By Stephen Roach
Fears of 1970s-style stagflation are back in the air. Global bond markets are growing ever more nervous over this possibility, and US and European central bankers are talking increasingly tough about the perils of mounting inflation.
Yet today's stagflation risks are very different from those that wreaked such havoc 35 years ago. Unlike in that earlier period, wages in the developed economies have been delinked from prices. That all but eliminates the automatic indexation features of the once dreaded wage-price spiral – perhaps the most insidious feature of the "great inflation" of the 1970s. Moreover, as the stunning surge of the US unemployment rate in May suggests, slowing economic growth in the industrial economies is likely to open up further slack in labour markets, thereby putting downward cyclical pressure on wages over the next couple of years.

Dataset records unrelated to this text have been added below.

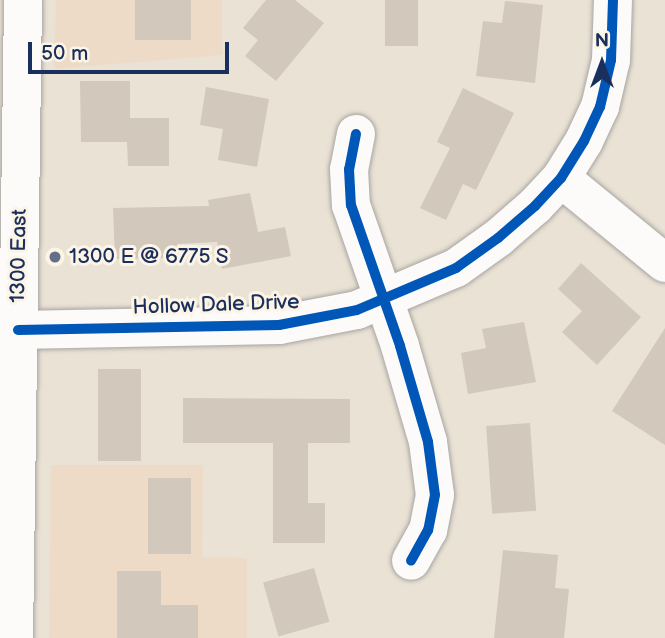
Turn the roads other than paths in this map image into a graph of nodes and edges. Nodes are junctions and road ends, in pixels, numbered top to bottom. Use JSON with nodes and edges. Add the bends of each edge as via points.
{"nodes":[{"id":1,"x":23,"y":0,"type":"edge"},
{"id":2,"x":613,"y":0,"type":"edge"},
{"id":3,"x":11,"y":87,"type":"edge"},
{"id":4,"x":356,"y":134,"type":"dead end"},
{"id":5,"x":561,"y":178,"type":"junction"},
{"id":6,"x":10,"y":225,"type":"edge"},
{"id":7,"x":665,"y":263,"type":"edge"},
{"id":8,"x":385,"y":301,"type":"junction"},
{"id":9,"x":18,"y":330,"type":"junction"},
{"id":10,"x":8,"y":514,"type":"edge"},
{"id":11,"x":411,"y":561,"type":"dead end"},
{"id":12,"x":8,"y":578,"type":"edge"},
{"id":13,"x":14,"y":638,"type":"edge"}],
"edges":[{"from":1,"to":3,"type":"street","name":"1300 East"},
{"from":2,"to":5,"type":"street","name":"Hollow Dale Drive","via":[[611,60],[600,107]]},
{"from":3,"to":6,"type":"street","name":"1300 East"},
{"from":4,"to":8,"type":"street","via":[[349,169],[351,205]]},
{"from":5,"to":7,"type":"street"},
{"from":5,"to":8,"type":"street","name":"Hollow Dale Drive","via":[[517,222],[466,261]]},
{"from":6,"to":9,"type":"street","name":"1300 East"},
{"from":8,"to":9,"type":"street","name":"Hollow Dale Drive","via":[[333,317],[279,325]]},
{"from":8,"to":11,"type":"street","via":[[420,407],[435,495],[429,530]]},
{"from":9,"to":10,"type":"street","name":"1300 East"},
{"from":10,"to":12,"type":"street","name":"1300 East"},
{"from":12,"to":13,"type":"street","name":"1300 East"}]}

But there is a new threat to global inflation that was not present in the 1970s. It is arising from the developing world, especially in Asia, where price pressures are lurching out of control. For developing Asia as a whole, consumer price index inflation hit 7.5 per cent in April 2008, close to a 9 1/2-year high and more than double the 3.6 per cent pace of a year ago. Sure, a good portion of the recent acceleration in pricing is a result of food and energy – critically important components of household budgets in poorer countries and yet items that many analysts mistakenly remove to get a cleaner read on underlying inflation. But even the residual, or "core", inflation rate in developing Asia surged to 3.8 per cent in April, more than double the 1.8 per cent pace of a year ago.

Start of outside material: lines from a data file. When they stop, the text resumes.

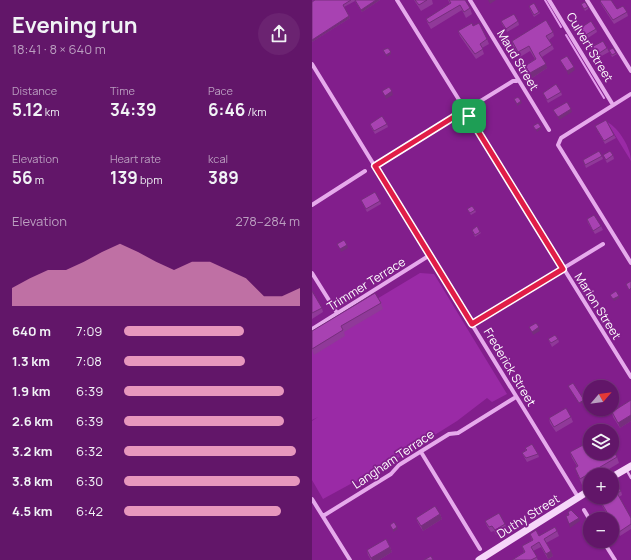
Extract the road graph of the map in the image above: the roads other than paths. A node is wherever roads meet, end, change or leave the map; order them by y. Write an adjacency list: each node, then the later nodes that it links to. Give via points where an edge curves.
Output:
1 (397, 0): 10 (street, Marion Street)
2 (470, 0): 7 (street, Maud Street)
3 (549, 0): 9 (street, Culvert Street)
4 (587, 0): 6 (street)
5 (312, 64): 12 (street, Frederick Street)
6 (631, 71)
7 (518, 81): 10 (street, via 513,81); 11 (street, Maud Street)
8 (631, 94): 9 (street)
9 (613, 105): 17 (street, via 561,138 558,145)
10 (465, 110): 12 (street); 18 (street, Marion Street)
11 (549, 130)
12 (375, 166): 16 (street, Frederick Street)
13 (365, 171): 14 (street)
14 (312, 205)
15 (603, 244): 18 (street)
16 (430, 255): 20 (street, Trimmer Terrace); 21 (street, Frederick Street)
17 (631, 263)
18 (563, 269): 21 (street); 23 (street, Marion Street)
19 (312, 273): 20 (street)
20 (337, 313): 22 (street, Trimmer Terrace)
21 (472, 324): 24 (street, Frederick Street)
22 (312, 329)
23 (631, 377)
24 (516, 397): 25 (street, Langham Terrace, via 458,433 449,434); 30 (street, Frederick Street)
25 (421, 452): 32 (street, Langham Terrace, via 399,464 391,474); 34 (street)
26 (628, 467): 27 (street); 28 (lane)
27 (619, 473)
28 (631, 478)
29 (583, 494): 30 (street, Duthy Street)
30 (578, 497): 35 (street, Duthy Street)
31 (312, 498): 32 (street)
32 (323, 516): 36 (street)
33 (607, 548): 37 (street)
34 (480, 549)
35 (483, 559)
36 (350, 560)
37 (615, 560)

Given Asia's new-found role as the world's producer, such an outbreak of surging inflation in this region is not without serious risks to the global economy. The globalisation of trade flows is a new transmission mechanism of worldwide inflation that was not evident in the 1970s. According to estimates from the International Monetary Fund, overall exports should hit a record 32.5 per cent of world gross domestic product in 2008, more than 50 per cent above the export share of 21 per cent prevailing in 1980, when the "great inflation" was nearing its peak.
At the margin, that means cost pressures and price determination today are shaped much more in the global arena than they were during the domestically driven stagflation of the past. Asia's outbreak of surging inflation is especially problematic in that regard. Nowhere is that more evident than in China – the new engine of Asian output and exports.
Chinese inflation has surged at an 8.3 per cent average annual rate over the four months ending May 2008, the sharpest sustained increase on a year-on-year basis since the mid 1990s. China's inflation problem is much deeper than the food and energy price shocks that thus far have played a disproportionate role in driving its consumer price index higher. Also at work are serious wage pressures reflecting, in part, increases in minimum wages associated with new labour reform laws. Meanwhile the People's Bank of China has held its policy lending rate below headline inflation, resulting in negative real short-term interest rates.
The result has been an ominous increase in Chinese inflationary expectations, strikingly reminiscent of similar occurrences that plagued the developed world in the 1970s and early 1980s. History does not treat kindly a serious deterioration in inflationary expectations. The longer such a trend persists, the more wrenching the monetary tightening required to arrest it – and the greater the risk of a subsequent hard landing. That is the last thing China wants or needs.
China is hardly alone in its reluctance to take firm action against a worrying build-up of inflationary pressures. That is true throughout most of developing Asia, where hyper-growth is viewed as the panacea for the aspirations of a growing middle class. Throughout the region, central banks are keeping short-term interest rates far too low to combat these inflationary pressures. For developing Asia as a whole, a GDP-weighted average of policy rates is currently about 6.75 per cent, fully three-quarters of a percentage point below the 7.5 per cent headline inflation rate.
Such monetary accommodation in an increasingly inflation-prone developing Asia spells a persistence of elevated price pressures in this vital segment of the global production chain. Not only does that threaten living standards for newly prosperous households in the developing world; it also takes an especially severe toll on those at the lower end of the income distribution. And, of course, it provides a price shock to imported goods in the developed world, which now play a much greater role in meeting the demands of domestic consumption.
Notwithstanding recent pressures in bond markets, the world remains largely in denial over the outbreak of a new strain of stagflation. The hopes of "core inflationists" depend on a reversion in food and energy prices to take headline inflation lower in the developing world. Yet this will be the sixth year in a row when that has not happened. The "market purists" are counting on currency adjustments – especially sharp appreciation of currencies in developing Asia – to temper the transmission of price pressures from these export-led economies. Yet these are not economies that want to use the currency lever to put their growth imperatives at risk.
The risks of a new stagflation are mounting. But it will not be a replay of the 1970s. Like nearly everything else in the world these days, this one is likely to be made in Asia.